┌─ THE DATA
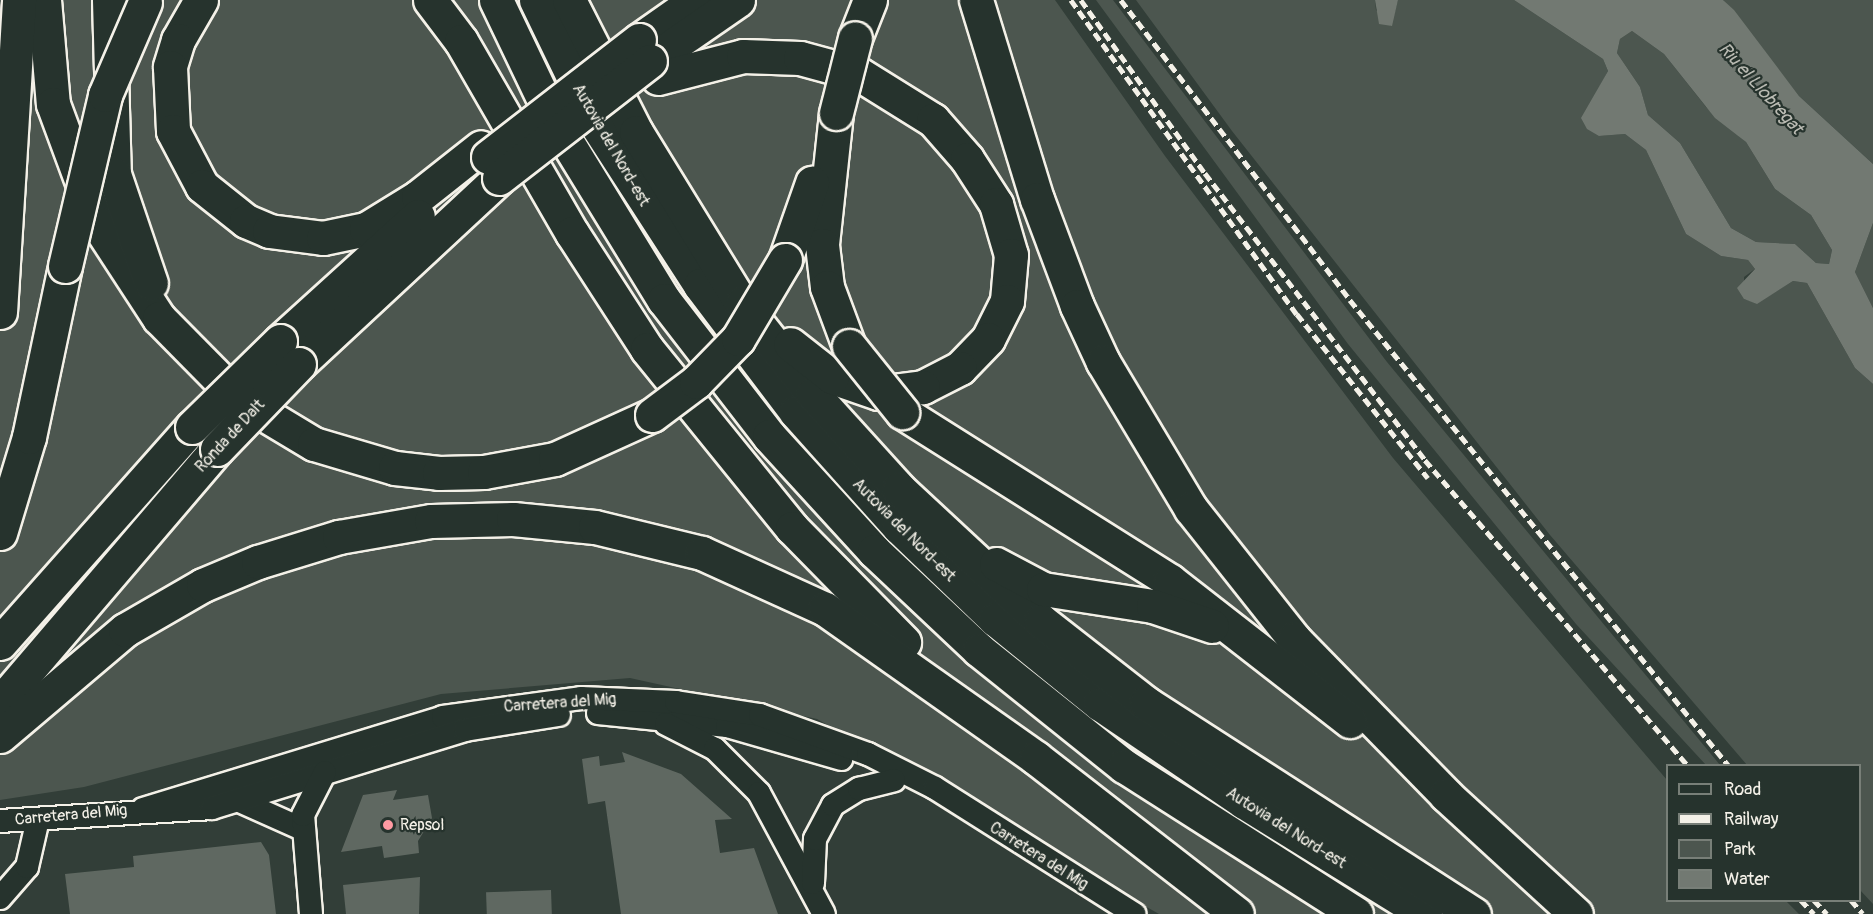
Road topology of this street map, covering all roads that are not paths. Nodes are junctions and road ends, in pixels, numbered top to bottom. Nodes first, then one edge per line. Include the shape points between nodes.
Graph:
1 (19, 0) edge
2 (45, 0) edge
3 (109, 0) edge
4 (201, 0) edge
5 (430, 0) edge
6 (454, 0) edge
7 (496, 0) edge
8 (536, 0) edge
9 (569, 0) edge
10 (696, 0) edge
11 (738, 0) edge
12 (870, 0) edge
13 (976, 0) edge
14 (146, 1) edge
15 (647, 48) junction
16 (834, 112) junction
17 (501, 171) junction
18 (711, 255) junction
19 (0, 312) edge
20 (290, 353) junction
21 (197, 361) junction
22 (899, 489) junction
23 (0, 533) edge
24 (0, 643) edge
25 (1297, 680) junction
26 (0, 703) edge
27 (643, 715) junction
28 (0, 736) edge
29 (1036, 758) junction
30 (325, 772) junction
31 (894, 780) junction
32 (209, 792) junction
33 (1446, 795) junction
34 (239, 800) junction
35 (143, 809) junction
36 (969, 813) junction
37 (38, 819) junction
38 (0, 821) edge
39 (302, 829) junction
40 (813, 885) junction
41 (0, 898) edge
42 (1337, 906) edge
43 (1113, 907) edge
44 (311, 914) edge
45 (824, 914) edge
46 (1134, 914) edge
47 (1237, 914) edge
48 (1356, 914) edge
49 (1425, 914) edge
50 (1474, 914) edge
51 (1576, 914) edge

1 - 19 highway
2 - 21 highway via 53,104 72,167 126,273
3 - 21 highway via 114,174 140,260 164,311
4 - 17 highway via 178,40 170,67 173,130 202,186 246,221 304,237 366,229 418,197
5 - 17 highway via 461,41
6 - 17 highway
7 - 42 highway, Autovia del Nord-est via 571,148 621,234 723,380 874,551 979,650 1124,766
8 - 49 highway, Autovia del Nord-est via 596,124 751,356 843,468 944,572 1042,659 1158,746
9 - 18 highway via 636,132
10 - 15 highway
11 - 15 highway
12 - 16 highway, bridge
13 - 33 highway via 1056,254 1103,362 1137,424 1191,509 1259,598
14 - 23 highway, bridge via 105,95 29,437
15 - 17 highway, bridge
15 - 18 highway via 709,61 772,56 834,66 885,86 933,120 983,182 1005,230 1011,280 988,339 960,368 923,387 878,393 816,367
16 - 21 highway, bridge via 785,260 738,339 696,382 652,416 585,449 521,468 450,473 395,468 314,444 284,428 239,399
16 - 25 highway, bridge via 822,245 827,287 849,346 902,412 1170,581
17 - 20 highway
17 - 29 highway via 764,495 891,631
18 - 22 highway via 742,304 813,394
20 - 24 highway, bridge via 192,427
20 - 26 highway, Ronda de Dalt, bridge via 217,449
22 - 25 highway via 1018,578 1070,596 1195,618
22 - 50 highway via 1041,621 1146,703
25 - 33 highway
27 - 30 street, Carretera del Mig via 533,717 465,730
27 - 31 street, Carretera del Mig via 760,733
27 - 40 street via 685,732 738,767 777,818
28 - 29 highway via 101,647 177,598 231,572 368,530 513,519 646,537 780,585 869,637
29 - 47 highway
30 - 34 street, Carretera del Mig
30 - 39 street via 305,804
31 - 36 street, Carretera del Mig
31 - 40 street via 859,789 833,805 815,839
32 - 34 street
32 - 35 street, Carretera del Mig via 158,801
32 - 36 street, Carretera del Mig via 443,717 524,702 631,698 760,715 801,727 881,760
33 - 51 highway
34 - 35 street, Carretera del Mig via 193,812
34 - 39 street
35 - 37 street, Carretera del Mig
36 - 43 street, Carretera del Mig
37 - 38 street, Carretera del Mig
37 - 41 street via 27,867
39 - 44 street
40 - 45 street
42 - 48 highway, Autovia del Nord-est
43 - 46 street, Carretera del Mig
└─
__WHAT TO WORK ON__
Check each line of the data above for the string "Nord" and report only how many lines have it.

__EXERCISE RESPONSE__
3